• **DIRECTIONS**: Please copy the entries below word for word.

• **Records from a collection**:

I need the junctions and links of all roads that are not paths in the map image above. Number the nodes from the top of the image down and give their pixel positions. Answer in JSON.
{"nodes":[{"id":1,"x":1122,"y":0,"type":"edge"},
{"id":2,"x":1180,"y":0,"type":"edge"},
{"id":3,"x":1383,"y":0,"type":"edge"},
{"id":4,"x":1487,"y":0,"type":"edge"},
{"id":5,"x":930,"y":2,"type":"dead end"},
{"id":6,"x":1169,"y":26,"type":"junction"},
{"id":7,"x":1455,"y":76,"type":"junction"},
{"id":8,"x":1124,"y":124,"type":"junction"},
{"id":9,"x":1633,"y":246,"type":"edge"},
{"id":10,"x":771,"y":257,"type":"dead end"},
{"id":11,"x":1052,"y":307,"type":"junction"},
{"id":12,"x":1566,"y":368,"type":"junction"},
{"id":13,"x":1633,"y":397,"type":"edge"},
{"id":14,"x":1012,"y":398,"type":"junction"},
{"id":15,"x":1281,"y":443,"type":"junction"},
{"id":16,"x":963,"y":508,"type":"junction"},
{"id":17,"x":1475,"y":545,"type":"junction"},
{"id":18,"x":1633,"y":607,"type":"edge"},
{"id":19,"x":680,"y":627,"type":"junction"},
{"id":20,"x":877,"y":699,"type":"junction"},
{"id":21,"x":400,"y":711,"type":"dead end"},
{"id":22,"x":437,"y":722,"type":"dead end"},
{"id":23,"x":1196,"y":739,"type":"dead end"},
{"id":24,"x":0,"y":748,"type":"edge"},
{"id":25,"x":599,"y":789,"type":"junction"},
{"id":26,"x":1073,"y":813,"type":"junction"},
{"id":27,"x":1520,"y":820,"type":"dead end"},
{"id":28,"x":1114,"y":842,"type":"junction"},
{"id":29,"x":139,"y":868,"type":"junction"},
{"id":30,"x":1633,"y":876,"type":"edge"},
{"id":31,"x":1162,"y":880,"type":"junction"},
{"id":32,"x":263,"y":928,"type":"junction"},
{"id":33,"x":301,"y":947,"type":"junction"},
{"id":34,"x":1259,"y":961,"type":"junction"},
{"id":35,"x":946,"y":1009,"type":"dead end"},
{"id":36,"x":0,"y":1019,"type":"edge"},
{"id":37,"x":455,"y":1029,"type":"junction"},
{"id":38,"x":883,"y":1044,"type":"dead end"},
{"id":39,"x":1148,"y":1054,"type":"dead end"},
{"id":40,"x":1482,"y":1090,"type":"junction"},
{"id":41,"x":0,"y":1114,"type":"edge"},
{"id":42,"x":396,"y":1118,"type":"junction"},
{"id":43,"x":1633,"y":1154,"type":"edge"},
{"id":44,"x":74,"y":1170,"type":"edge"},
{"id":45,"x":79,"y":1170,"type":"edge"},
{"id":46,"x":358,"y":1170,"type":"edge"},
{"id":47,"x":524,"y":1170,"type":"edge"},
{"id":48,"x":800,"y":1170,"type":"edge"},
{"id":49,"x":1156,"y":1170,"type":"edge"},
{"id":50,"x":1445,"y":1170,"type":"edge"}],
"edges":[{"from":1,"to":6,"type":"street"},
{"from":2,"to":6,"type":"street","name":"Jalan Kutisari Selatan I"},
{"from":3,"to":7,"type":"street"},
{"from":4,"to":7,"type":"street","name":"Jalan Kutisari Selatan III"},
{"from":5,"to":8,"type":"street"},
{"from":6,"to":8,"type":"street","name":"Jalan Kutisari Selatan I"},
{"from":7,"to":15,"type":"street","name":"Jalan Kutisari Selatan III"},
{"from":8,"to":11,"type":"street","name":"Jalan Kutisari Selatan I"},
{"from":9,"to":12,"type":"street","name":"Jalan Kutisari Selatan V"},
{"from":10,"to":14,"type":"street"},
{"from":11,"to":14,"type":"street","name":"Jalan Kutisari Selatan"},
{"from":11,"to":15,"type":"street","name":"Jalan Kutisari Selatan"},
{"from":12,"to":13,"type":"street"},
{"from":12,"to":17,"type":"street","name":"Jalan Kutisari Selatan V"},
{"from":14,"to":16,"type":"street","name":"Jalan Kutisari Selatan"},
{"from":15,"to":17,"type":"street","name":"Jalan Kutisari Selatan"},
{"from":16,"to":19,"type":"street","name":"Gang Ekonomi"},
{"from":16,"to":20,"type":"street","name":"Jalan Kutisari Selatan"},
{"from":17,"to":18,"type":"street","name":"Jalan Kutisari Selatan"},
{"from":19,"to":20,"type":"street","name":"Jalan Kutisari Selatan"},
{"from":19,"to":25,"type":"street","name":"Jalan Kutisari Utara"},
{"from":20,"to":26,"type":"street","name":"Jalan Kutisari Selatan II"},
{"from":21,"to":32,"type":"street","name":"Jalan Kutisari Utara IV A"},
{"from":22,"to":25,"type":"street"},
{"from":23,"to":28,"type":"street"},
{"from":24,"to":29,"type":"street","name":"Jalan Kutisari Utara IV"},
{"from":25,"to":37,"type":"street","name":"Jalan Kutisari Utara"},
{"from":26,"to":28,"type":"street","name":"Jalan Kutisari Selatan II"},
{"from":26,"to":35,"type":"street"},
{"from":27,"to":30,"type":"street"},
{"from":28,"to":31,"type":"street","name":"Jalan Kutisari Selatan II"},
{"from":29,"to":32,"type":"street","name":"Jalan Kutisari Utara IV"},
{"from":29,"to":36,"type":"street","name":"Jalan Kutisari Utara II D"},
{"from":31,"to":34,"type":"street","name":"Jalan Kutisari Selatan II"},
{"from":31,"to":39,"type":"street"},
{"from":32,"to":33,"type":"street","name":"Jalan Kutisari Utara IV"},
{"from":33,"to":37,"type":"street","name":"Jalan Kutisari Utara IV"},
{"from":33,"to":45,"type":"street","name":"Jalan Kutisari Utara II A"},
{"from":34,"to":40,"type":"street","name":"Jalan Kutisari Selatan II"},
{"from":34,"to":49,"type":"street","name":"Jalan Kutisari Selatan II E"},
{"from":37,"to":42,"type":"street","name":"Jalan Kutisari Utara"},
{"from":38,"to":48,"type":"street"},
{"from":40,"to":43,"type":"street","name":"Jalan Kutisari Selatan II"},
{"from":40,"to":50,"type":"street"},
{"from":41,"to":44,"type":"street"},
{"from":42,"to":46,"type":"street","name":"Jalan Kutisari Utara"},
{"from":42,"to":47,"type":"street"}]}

• **COMPLETED EXERCISE**:
I need the junctions and links of all roads that are not paths in the map image above. Number the nodes from the top of the image down and give their pixel positions. Answer in JSON.
{"nodes":[{"id":1,"x":1122,"y":0,"type":"edge"},
{"id":2,"x":1180,"y":0,"type":"edge"},
{"id":3,"x":1383,"y":0,"type":"edge"},
{"id":4,"x":1487,"y":0,"type":"edge"},
{"id":5,"x":930,"y":2,"type":"dead end"},
{"id":6,"x":1169,"y":26,"type":"junction"},
{"id":7,"x":1455,"y":76,"type":"junction"},
{"id":8,"x":1124,"y":124,"type":"junction"},
{"id":9,"x":1633,"y":246,"type":"edge"},
{"id":10,"x":771,"y":257,"type":"dead end"},
{"id":11,"x":1052,"y":307,"type":"junction"},
{"id":12,"x":1566,"y":368,"type":"junction"},
{"id":13,"x":1633,"y":397,"type":"edge"},
{"id":14,"x":1012,"y":398,"type":"junction"},
{"id":15,"x":1281,"y":443,"type":"junction"},
{"id":16,"x":963,"y":508,"type":"junction"},
{"id":17,"x":1475,"y":545,"type":"junction"},
{"id":18,"x":1633,"y":607,"type":"edge"},
{"id":19,"x":680,"y":627,"type":"junction"},
{"id":20,"x":877,"y":699,"type":"junction"},
{"id":21,"x":400,"y":711,"type":"dead end"},
{"id":22,"x":437,"y":722,"type":"dead end"},
{"id":23,"x":1196,"y":739,"type":"dead end"},
{"id":24,"x":0,"y":748,"type":"edge"},
{"id":25,"x":599,"y":789,"type":"junction"},
{"id":26,"x":1073,"y":813,"type":"junction"},
{"id":27,"x":1520,"y":820,"type":"dead end"},
{"id":28,"x":1114,"y":842,"type":"junction"},
{"id":29,"x":139,"y":868,"type":"junction"},
{"id":30,"x":1633,"y":876,"type":"edge"},
{"id":31,"x":1162,"y":880,"type":"junction"},
{"id":32,"x":263,"y":928,"type":"junction"},
{"id":33,"x":301,"y":947,"type":"junction"},
{"id":34,"x":1259,"y":961,"type":"junction"},
{"id":35,"x":946,"y":1009,"type":"dead end"},
{"id":36,"x":0,"y":1019,"type":"edge"},
{"id":37,"x":455,"y":1029,"type":"junction"},
{"id":38,"x":883,"y":1044,"type":"dead end"},
{"id":39,"x":1148,"y":1054,"type":"dead end"},
{"id":40,"x":1482,"y":1090,"type":"junction"},
{"id":41,"x":0,"y":1114,"type":"edge"},
{"id":42,"x":396,"y":1118,"type":"junction"},
{"id":43,"x":1633,"y":1154,"type":"edge"},
{"id":44,"x":74,"y":1170,"type":"edge"},
{"id":45,"x":79,"y":1170,"type":"edge"},
{"id":46,"x":358,"y":1170,"type":"edge"},
{"id":47,"x":524,"y":1170,"type":"edge"},
{"id":48,"x":800,"y":1170,"type":"edge"},
{"id":49,"x":1156,"y":1170,"type":"edge"},
{"id":50,"x":1445,"y":1170,"type":"edge"}],
"edges":[{"from":1,"to":6,"type":"street"},
{"from":2,"to":6,"type":"street","name":"Jalan Kutisari Selatan I"},
{"from":3,"to":7,"type":"street"},
{"from":4,"to":7,"type":"street","name":"Jalan Kutisari Selatan III"},
{"from":5,"to":8,"type":"street"},
{"from":6,"to":8,"type":"street","name":"Jalan Kutisari Selatan I"},
{"from":7,"to":15,"type":"street","name":"Jalan Kutisari Selatan III"},
{"from":8,"to":11,"type":"street","name":"Jalan Kutisari Selatan I"},
{"from":9,"to":12,"type":"street","name":"Jalan Kutisari Selatan V"},
{"from":10,"to":14,"type":"street"},
{"from":11,"to":14,"type":"street","name":"Jalan Kutisari Selatan"},
{"from":11,"to":15,"type":"street","name":"Jalan Kutisari Selatan"},
{"from":12,"to":13,"type":"street"},
{"from":12,"to":17,"type":"street","name":"Jalan Kutisari Selatan V"},
{"from":14,"to":16,"type":"street","name":"Jalan Kutisari Selatan"},
{"from":15,"to":17,"type":"street","name":"Jalan Kutisari Selatan"},
{"from":16,"to":19,"type":"street","name":"Gang Ekonomi"},
{"from":16,"to":20,"type":"street","name":"Jalan Kutisari Selatan"},
{"from":17,"to":18,"type":"street","name":"Jalan Kutisari Selatan"},
{"from":19,"to":20,"type":"street","name":"Jalan Kutisari Selatan"},
{"from":19,"to":25,"type":"street","name":"Jalan Kutisari Utara"},
{"from":20,"to":26,"type":"street","name":"Jalan Kutisari Selatan II"},
{"from":21,"to":32,"type":"street","name":"Jalan Kutisari Utara IV A"},
{"from":22,"to":25,"type":"street"},
{"from":23,"to":28,"type":"street"},
{"from":24,"to":29,"type":"street","name":"Jalan Kutisari Utara IV"},
{"from":25,"to":37,"type":"street","name":"Jalan Kutisari Utara"},
{"from":26,"to":28,"type":"street","name":"Jalan Kutisari Selatan II"},
{"from":26,"to":35,"type":"street"},
{"from":27,"to":30,"type":"street"},
{"from":28,"to":31,"type":"street","name":"Jalan Kutisari Selatan II"},
{"from":29,"to":32,"type":"street","name":"Jalan Kutisari Utara IV"},
{"from":29,"to":36,"type":"street","name":"Jalan Kutisari Utara II D"},
{"from":31,"to":34,"type":"street","name":"Jalan Kutisari Selatan II"},
{"from":31,"to":39,"type":"street"},
{"from":32,"to":33,"type":"street","name":"Jalan Kutisari Utara IV"},
{"from":33,"to":37,"type":"street","name":"Jalan Kutisari Utara IV"},
{"from":33,"to":45,"type":"street","name":"Jalan Kutisari Utara II A"},
{"from":34,"to":40,"type":"street","name":"Jalan Kutisari Selatan II"},
{"from":34,"to":49,"type":"street","name":"Jalan Kutisari Selatan II E"},
{"from":37,"to":42,"type":"street","name":"Jalan Kutisari Utara"},
{"from":38,"to":48,"type":"street"},
{"from":40,"to":43,"type":"street","name":"Jalan Kutisari Selatan II"},
{"from":40,"to":50,"type":"street"},
{"from":41,"to":44,"type":"street"},
{"from":42,"to":46,"type":"street","name":"Jalan Kutisari Utara"},
{"from":42,"to":47,"type":"street"}]}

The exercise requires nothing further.